§ **TASK OBJECTIVE**
Set out exactly every line of the entries below, starting at the line that holds "index pip: (463, 296)" and stopping after the line that holds "pinky tip: (480, 298)".

§ **SUPPLIED ENTRIES**
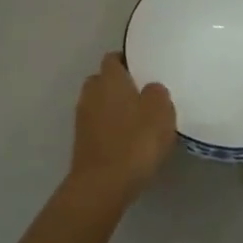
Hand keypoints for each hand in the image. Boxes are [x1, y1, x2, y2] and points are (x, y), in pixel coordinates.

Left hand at [69, 54, 175, 198]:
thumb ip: (157, 93)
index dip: (128, 61)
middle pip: (103, 80)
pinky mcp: (81, 141)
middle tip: (142, 95)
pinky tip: (127, 141)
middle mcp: (91, 93)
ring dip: (113, 108)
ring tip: (137, 120)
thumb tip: (150, 89)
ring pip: (99, 103)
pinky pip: (97, 125)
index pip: (113, 59)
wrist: (103, 184)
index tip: (144, 70)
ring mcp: (82, 118)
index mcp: (110, 79)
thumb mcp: (160, 111)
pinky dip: (109, 128)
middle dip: (119, 85)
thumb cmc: (136, 141)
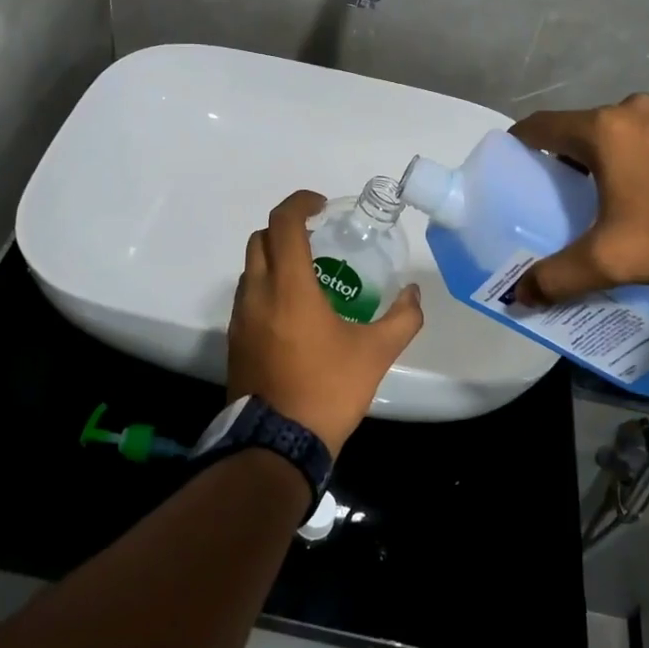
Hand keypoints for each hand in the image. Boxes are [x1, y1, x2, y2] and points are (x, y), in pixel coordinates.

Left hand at [227, 191, 424, 457]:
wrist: (276, 444)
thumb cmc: (327, 389)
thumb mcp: (376, 353)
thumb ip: (403, 318)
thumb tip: (413, 293)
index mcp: (288, 286)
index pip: (283, 223)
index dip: (300, 203)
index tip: (322, 206)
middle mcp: (256, 293)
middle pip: (261, 239)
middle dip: (287, 229)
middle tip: (318, 239)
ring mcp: (239, 317)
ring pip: (250, 268)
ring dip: (275, 259)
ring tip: (309, 276)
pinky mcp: (234, 340)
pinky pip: (247, 296)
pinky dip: (267, 286)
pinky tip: (294, 312)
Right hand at [508, 94, 648, 302]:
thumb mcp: (612, 260)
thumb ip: (558, 277)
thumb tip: (518, 296)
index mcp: (602, 130)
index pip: (541, 125)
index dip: (520, 141)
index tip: (513, 162)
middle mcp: (635, 108)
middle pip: (584, 128)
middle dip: (569, 156)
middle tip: (566, 193)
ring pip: (625, 130)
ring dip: (613, 154)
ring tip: (618, 193)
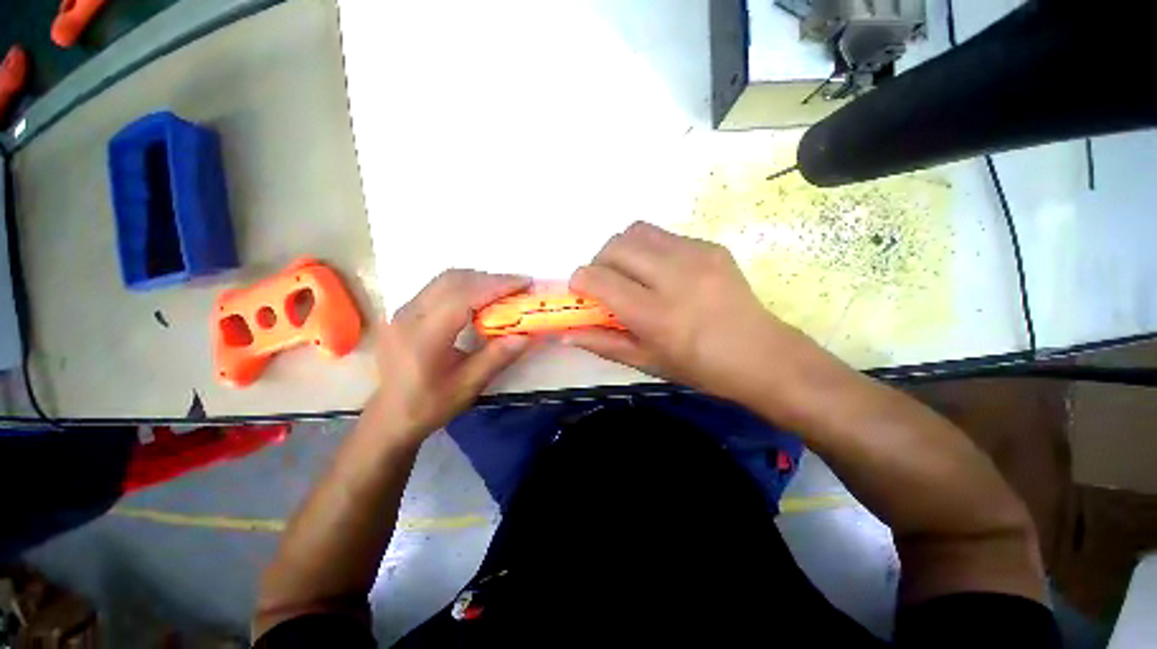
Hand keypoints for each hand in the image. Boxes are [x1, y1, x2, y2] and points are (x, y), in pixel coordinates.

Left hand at [369, 270, 530, 443]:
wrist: (390, 416)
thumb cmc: (428, 406)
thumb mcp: (468, 386)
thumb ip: (497, 357)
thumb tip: (527, 334)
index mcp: (423, 336)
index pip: (463, 296)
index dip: (497, 286)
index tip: (525, 283)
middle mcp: (409, 315)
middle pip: (453, 280)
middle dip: (490, 278)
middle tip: (518, 286)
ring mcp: (404, 310)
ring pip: (445, 279)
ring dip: (478, 279)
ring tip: (504, 290)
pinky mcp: (405, 311)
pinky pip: (439, 287)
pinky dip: (465, 286)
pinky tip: (480, 298)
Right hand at [567, 222, 824, 405]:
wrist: (761, 355)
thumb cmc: (699, 368)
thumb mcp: (645, 362)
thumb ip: (602, 342)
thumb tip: (565, 332)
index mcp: (654, 314)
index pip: (598, 279)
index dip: (580, 282)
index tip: (583, 293)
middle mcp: (672, 277)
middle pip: (614, 246)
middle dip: (599, 263)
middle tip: (608, 285)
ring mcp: (695, 256)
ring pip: (636, 231)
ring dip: (623, 251)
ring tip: (633, 274)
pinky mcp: (710, 246)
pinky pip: (664, 236)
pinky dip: (650, 250)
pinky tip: (663, 273)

§ **ANSWER TO THIS TASK**
index pip: (463, 296)
index dip: (497, 286)
index tip: (525, 283)
middle mcp: (409, 315)
middle pip: (453, 280)
middle dip: (490, 278)
middle tip: (518, 286)
ring mcp: (404, 310)
ring pip: (445, 279)
ring dip: (478, 279)
ring tip: (504, 290)
pinky mcp: (405, 311)
pinky pip: (439, 287)
pinky dip: (465, 286)
pinky tip: (480, 298)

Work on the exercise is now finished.